Cotton prices recently bounced back following a steady fall driven by the pandemic’s effect on U.S. and global demand, according to a Texas A&M AgriLife Extension Service expert.
John Robinson, Ph.D., AgriLife Extension cotton economist, Bryan-College Station, said the latest U.S. Department of Agriculture cotton estimate report, however, likely means prices won’t continue to climb.
Robinson said cotton prices were responding well to the November 2019 Phase 1 trade agreement with China when COVID-19 began wreaking havoc on global markets in February.
COVID-19’s effect on cotton was pretty dramatic, Robinson said.
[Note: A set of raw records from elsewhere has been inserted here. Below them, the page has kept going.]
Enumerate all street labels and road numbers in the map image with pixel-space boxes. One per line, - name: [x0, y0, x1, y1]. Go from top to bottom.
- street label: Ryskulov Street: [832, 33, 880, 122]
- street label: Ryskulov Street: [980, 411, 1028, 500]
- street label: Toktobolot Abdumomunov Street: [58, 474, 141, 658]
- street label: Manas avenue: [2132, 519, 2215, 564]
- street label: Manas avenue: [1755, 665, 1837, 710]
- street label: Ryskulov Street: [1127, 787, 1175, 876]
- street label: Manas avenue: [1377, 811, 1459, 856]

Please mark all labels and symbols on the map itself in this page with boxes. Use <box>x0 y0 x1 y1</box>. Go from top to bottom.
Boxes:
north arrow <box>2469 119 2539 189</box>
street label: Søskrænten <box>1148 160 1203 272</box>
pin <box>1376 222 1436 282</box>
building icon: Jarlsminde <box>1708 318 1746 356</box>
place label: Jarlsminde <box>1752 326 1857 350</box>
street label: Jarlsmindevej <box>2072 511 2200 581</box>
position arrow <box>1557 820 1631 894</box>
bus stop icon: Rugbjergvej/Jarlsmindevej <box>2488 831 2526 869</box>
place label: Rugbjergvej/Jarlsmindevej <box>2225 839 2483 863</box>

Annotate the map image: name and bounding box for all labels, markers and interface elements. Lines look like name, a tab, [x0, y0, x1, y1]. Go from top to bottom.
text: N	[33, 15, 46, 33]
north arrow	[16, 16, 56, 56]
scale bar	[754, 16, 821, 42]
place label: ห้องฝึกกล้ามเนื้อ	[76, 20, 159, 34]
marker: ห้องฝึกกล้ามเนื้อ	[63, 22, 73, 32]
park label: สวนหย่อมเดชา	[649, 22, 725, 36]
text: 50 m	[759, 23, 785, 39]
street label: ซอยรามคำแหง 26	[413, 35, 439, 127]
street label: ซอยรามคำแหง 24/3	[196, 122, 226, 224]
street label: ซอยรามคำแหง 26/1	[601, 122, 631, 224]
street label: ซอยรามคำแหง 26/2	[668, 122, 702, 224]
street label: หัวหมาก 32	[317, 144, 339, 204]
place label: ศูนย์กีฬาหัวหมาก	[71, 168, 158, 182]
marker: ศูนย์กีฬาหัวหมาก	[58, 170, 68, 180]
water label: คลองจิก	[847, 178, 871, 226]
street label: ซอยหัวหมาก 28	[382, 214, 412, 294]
Cotton futures fell more than 20 cents, from 70 cents per pound to 49 cents per pound, from February to April.
“That’s just the fears and uncertainty of pandemic, recessionary fears, because cotton demand always goes down in a recession,” he said. “Cotton represents discretionary spending on wardrobe purchases, but the pandemic added another wrinkle when you had stores physically closed by the shutdowns.”
Textile mill shutdowns in China also made a big impact on the price drop, he said.
In April, the Chinese government began strategically buying bales to add to or replenish their cotton reserves, Robinson said. Chinese reserve buying helped trigger a steady upward price march over the summer.
Robinson said Mother Nature was not ideal for the U.S. cotton crop this year. Drought in West and South Texas followed by multiple tropical storms that struck with varying severity from Texas to Georgia brought into question the projected U.S. crop size.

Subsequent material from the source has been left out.